At the hearing, not held until October 21 due to a continuance granted the defendant, the defendant objected both to the timing of the proceeding, arguing that a detention hearing must be held within 72 hours of arrest, RSA 597:6-a, VII (Supp. 1988), and to any offer of proof being made. The court noted the objection to the timing of the hearing and ruled that the superior court had *636determined that all detention hearings would be conducted by offers of proof. The court allowed defense counsel to cross-examine State witnesses, but did not let him conduct direct examination of defense witnesses.

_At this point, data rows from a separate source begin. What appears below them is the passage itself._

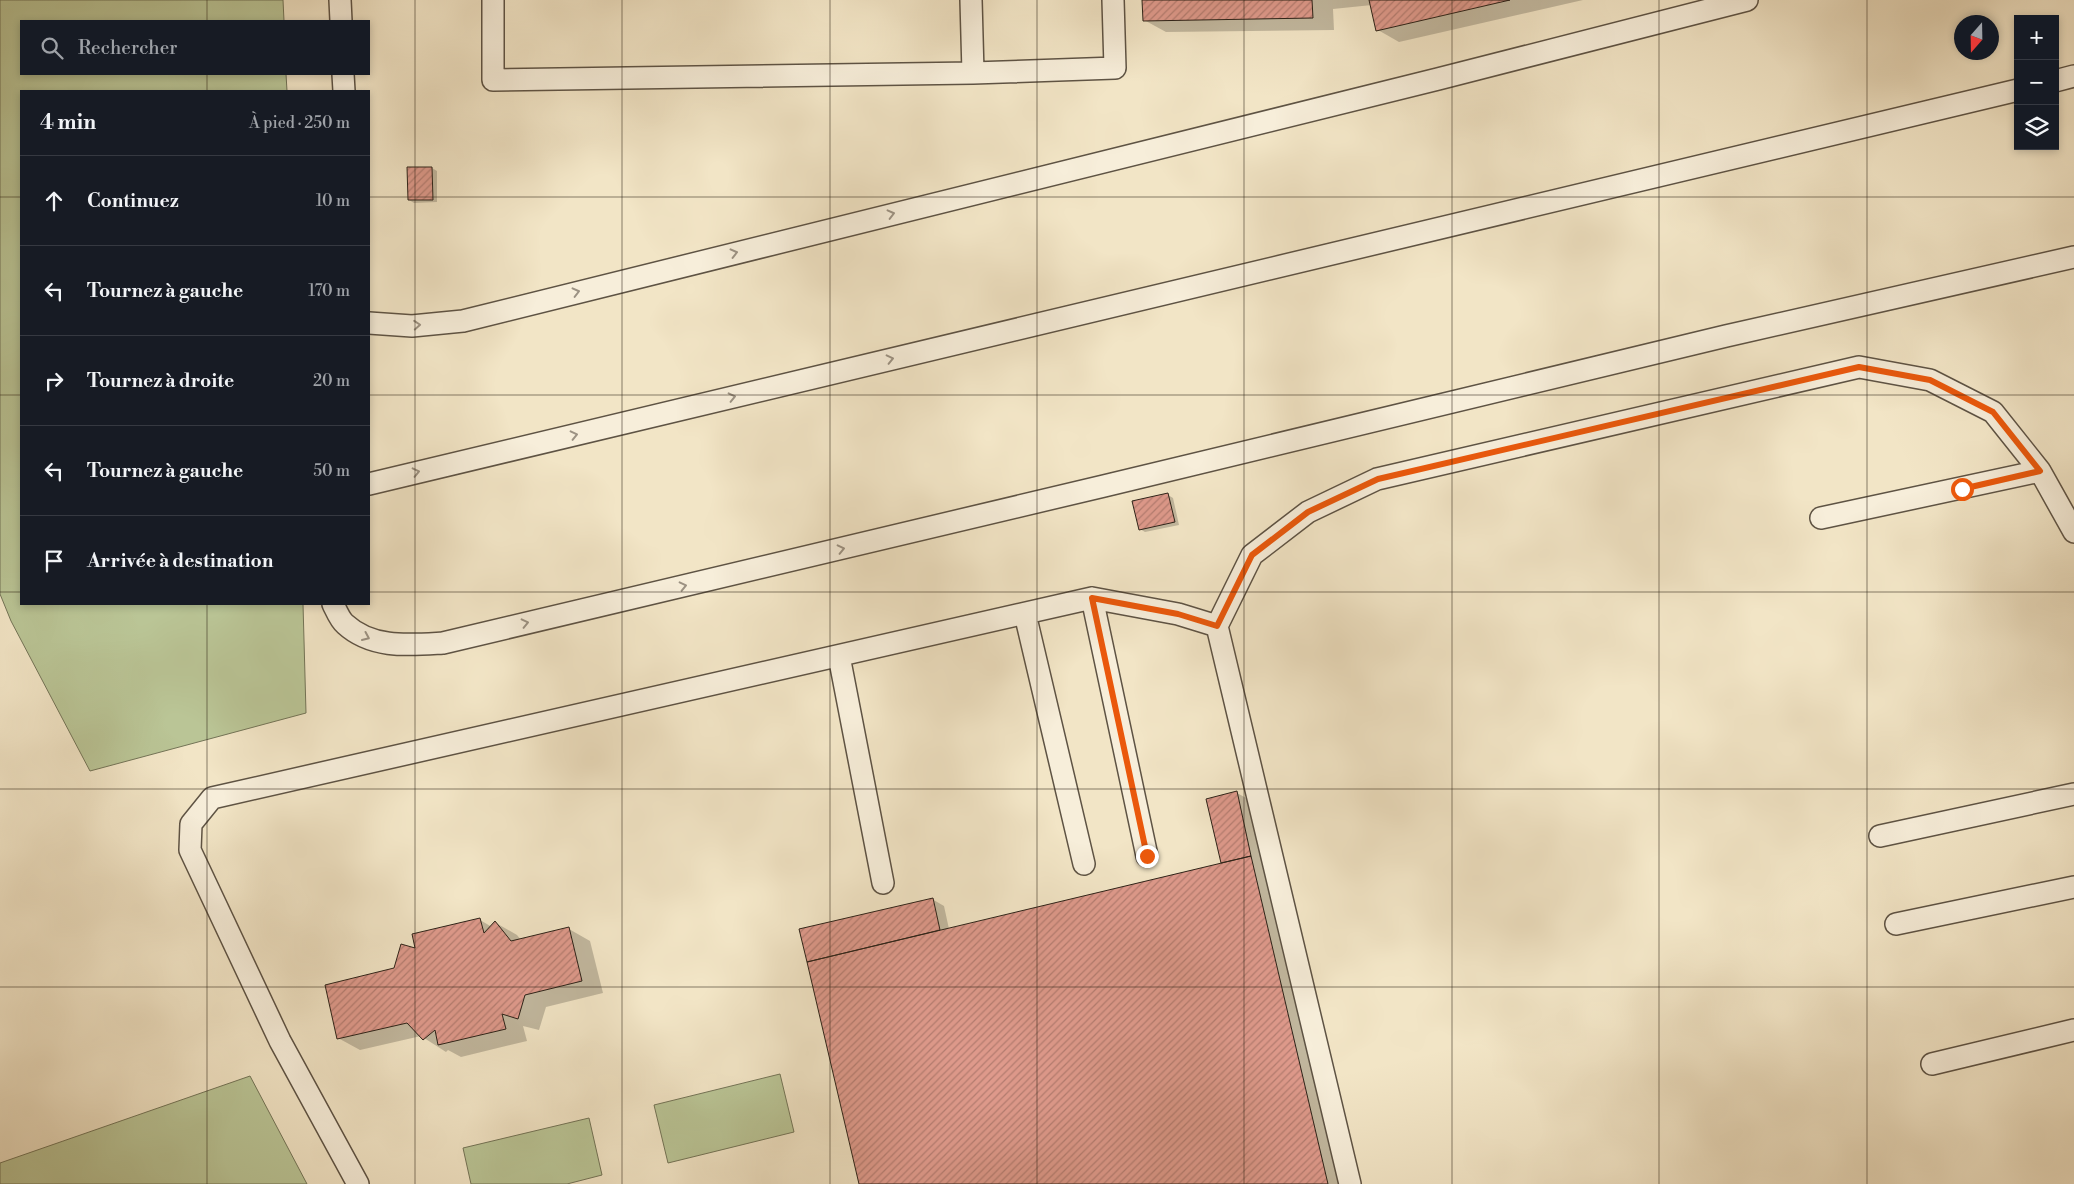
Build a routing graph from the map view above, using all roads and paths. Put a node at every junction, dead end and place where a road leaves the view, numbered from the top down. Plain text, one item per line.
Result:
1 (340, 0) edge
2 (493, 0) edge
3 (971, 0) edge
4 (1114, 0) edge
5 (1747, 0) edge
6 (341, 20) edge
7 (973, 73) junction
8 (343, 75) edge
9 (2074, 76) edge
10 (2059, 80) edge
11 (344, 90) edge
12 (2014, 91) edge
13 (2074, 256) edge
14 (370, 323) edge
15 (2040, 471) junction
16 (370, 484) edge
17 (1821, 518) dead end
18 (2074, 532) edge
19 (1092, 598) junction
20 (334, 605) edge
21 (1025, 614) junction
22 (1217, 626) junction
23 (839, 656) junction
24 (2074, 794) edge
25 (1880, 836) dead end
26 (1147, 856) dead end
27 (1084, 864) dead end
28 (884, 883) dead end
29 (2074, 887) edge
30 (1896, 924) dead end
31 (2074, 1030) edge
32 (1932, 1064) dead end
33 (358, 1184) edge
34 (1350, 1184) edge

1 - 6 lane
2 - 7 lane
3 - 7 lane
4 - 7 lane
14 -> 5 lane
8 - 11 lane
9 - 10 lane
16 -> 12 lane
20 -> 13 lane
15 - 17 lane
15 - 18 lane
15 - 22 lane
19 - 21 lane
19 - 22 lane
19 - 26 lane
21 - 23 lane
21 - 27 lane
22 - 34 lane
23 - 28 lane
23 - 33 lane
24 - 25 lane
29 - 30 lane
31 - 32 lane

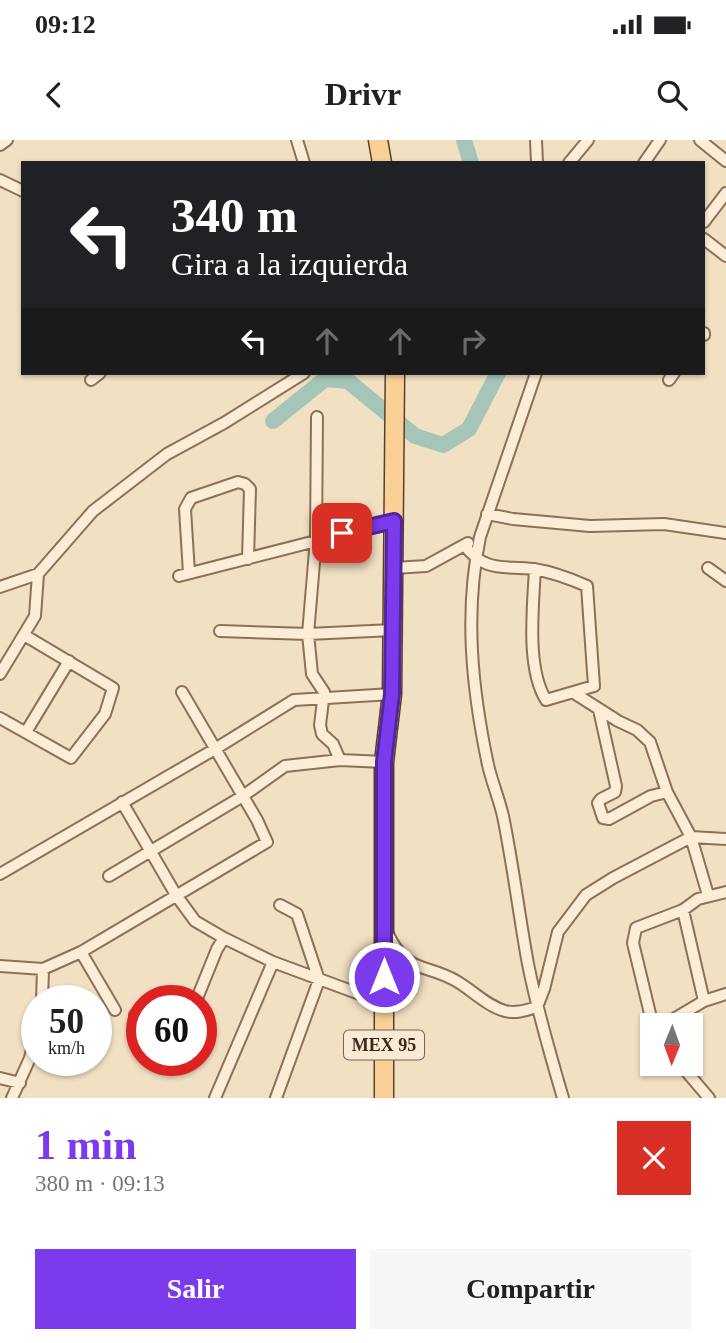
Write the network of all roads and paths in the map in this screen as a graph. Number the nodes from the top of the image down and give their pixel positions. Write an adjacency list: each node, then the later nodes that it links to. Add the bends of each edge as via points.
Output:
1 (6, 140): 8 (street)
2 (297, 140): 9 (street)
3 (378, 140): 10 (main road)
4 (588, 140): 12 (street)
5 (660, 140): 13 (street)
6 (700, 140): 14 (street)
7 (535, 143): 11 (street)
8 (0, 145)
9 (303, 161)
10 (382, 161)
11 (537, 161)
12 (571, 161)
13 (645, 161)
14 (726, 161)
15 (0, 180): 16 (street)
16 (21, 190)
17 (726, 193): 18 (street)
18 (705, 221)
19 (705, 240): 20 (street)
20 (726, 256)
21 (300, 375): 36 (street, via 167,454 93,511)
22 (395, 375): 26 (main road, MEX 95)
23 (535, 375): 25 (street)
24 (317, 417): 29 (street)
25 (487, 514): 27 (street, via 590,526 664,524); 28 (street)
26 (394, 521): 29 (street); 33 (main road, MEX 95)
27 (726, 533)
28 (480, 537): 30 (street); 32 (street)
29 (316, 539): 31 (street); 41 (street)
30 (464, 545): 32 (street); 33 (street, via 426,566)
31 (248, 559): 31 (street, via 250,489 239,482 191,498 185,509 184,574)
32 (475, 559): 35 (street, via 496,567); 80 (street, via 470,632 474,689)
33 (394, 568): 39 (main road, MEX 95)
34 (708, 568): 37 (street)
35 (535, 569): 46 (street, via 533,637 541,692 546,700); 46 (street, via 587,586 594,686)
36 (38, 574): 38 (street); 42 (street, via 35,616)
37 (726, 581)
38 (0, 587)
39 (393, 630): 41 (street); 47 (main road, MEX 95)
40 (220, 631): 41 (street)
41 (308, 634): 48 (street, via 312,674)
42 (23, 635): 43 (street); 44 (street)
43 (69, 661): 51 (street); 51 (street, via 113,688 105,714 71,758)
44 (0, 674)
45 (182, 692): 52 (street)
46 (573, 693): 49 (street)
47 (392, 694): 48 (street); 54 (main road, MEX 95)
48 (325, 698): 52 (street, via 294,700); 53 (street, via 322,734)
49 (599, 710): 55 (street, via 650,742); 55 (street, via 617,786 598,803 603,818)
50 (0, 718): 51 (street)
51 (26, 732)
52 (215, 749): 56 (street); 57 (street)
53 (340, 760): 54 (street); 56 (street, via 285,766)
54 (384, 762): 68 (main road, MEX 95)
55 (667, 792): 58 (street)
56 (243, 796): 60 (street); 64 (street, via 267,842)
57 (122, 802): 60 (street); 61 (street)
58 (691, 837): 59 (street); 65 (street); 80 (street, via 586,895 558,932)
59 (726, 839)
60 (149, 850): 62 (street); 64 (street)
61 (0, 874)
62 (109, 876)
63 (726, 892): 65 (street)
64 (176, 895): 69 (street, via 195,920); 70 (street)
65 (708, 895): 67 (street)
66 (279, 905): 74 (street, via 298,914)
67 (683, 910): 79 (street); 82 (street, via 636,928 633,943)
68 (384, 925): 78 (main road, MEX 95); 80 (street, via 393,946 417,967 456,981 505,1011)
69 (224, 938): 71 (street); 76 (street)
70 (81, 952): 73 (street); 81 (street)
71 (274, 961): 74 (street); 89 (street)
72 (0, 966): 73 (street)
73 (43, 969): 75 (street)
74 (318, 980): 78 (street); 90 (street)
75 (42, 985)
76 (202, 985)
77 (726, 993): 79 (street)
78 (384, 998): 91 (main road, MEX 95)
79 (704, 1001): 83 (street)
80 (537, 1007): 92 (street)
81 (115, 1010)
82 (650, 1013)
83 (684, 1013)
84 (23, 1076): 87 (street)
85 (690, 1076): 93 (street)
86 (0, 1078): 87 (street)
87 (20, 1083): 88 (street)
88 (12, 1098)
89 (215, 1098)
90 (276, 1098)
91 (384, 1098)
92 (563, 1098)
93 (709, 1098)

The State proceeded to make an offer of proof regarding the investigation leading to the defendant’s arrest, his background and lengthy criminal record, and his present situation in New Hampshire. The State argued that detention was necessary because the prospect of reduced bail left “no condition or a combination of conditions that will reasonably assure the defendant’s appearance at court and the safety of the community as well.” Defense counsel followed with an offer of proof regarding the defendant’s family and employment ties to New Hampshire as well as his history of appearing at court hearings and trials. The court then stated that it accepted the defendant’s offer of proof. It found, however, that the State had demonstrated that no condition would assure the community’s safety and ordered the defendant detained pending arraignment and trial. The defendant brought this appeal.
The bail reform act enacted by Laws of 1988, chapter 110, amending RSA 597:1 et seq. (“NHBRA”), is closely patterned on the Federal Bail Reform Act of 1984, 18 U.S.C. § 3141 et seq. (“FBRA”). It aimed, among other goals, to “allow pretrial detention of a defendant if no condition of release will assure his appearance or the safety of specific individuals or the community.” N.H.H.R. Jour. 199 (1988); see RSA 597:6-a, VI (Supp. 1988); see also 18 U.S.C. § 3142(e). The NHBRA provides that, upon motion of the attorney general or county attorney, a justice of the superior court shall hold a hearing to determine whether any condition or combination of conditions will reasonably assure the appearance of the defendant or the safety of the defendant or of any other person in the community. RSA 597:6-a, VII (Supp. 1988); see 18 U.S.C. § 3142(f). If the justice finds that no such conditions exist, he shall order the defendant detained until trial. RSA 597:6-a, VI (Supp. 1988): see 18 U.S.C. § 3142(e).
The provisions regarding the timing of a detention hearing differ between the FBRA and NHBRA. The federal law provides that “the hearing shall be held immediately upon the person’s first appearance before the judicial officer unless that person, or the attorney for the Government, seeks a continuance.” 18 U.S.C. § 3142(f). The NHBRA, on the other hand, seems to present conflicting rules: “A motion to initiate pretrial detention proceedings shall be proper at any time regardless of the person’s pretrial release status. The hearing shall be held within 72 hours of the *637person’s arrest, unless the person, or the attorney general or county attorney, seeks a continuance.” RSA 597:6-a, VII (Supp. 1988). The 72-hour rule apparently was inserted in the NHBRA because, while the FBRA reflected the one-tier federal system, most defendants in this State are arrested and appear first in the district court, while the detention hearing must be held in the superior court. See id.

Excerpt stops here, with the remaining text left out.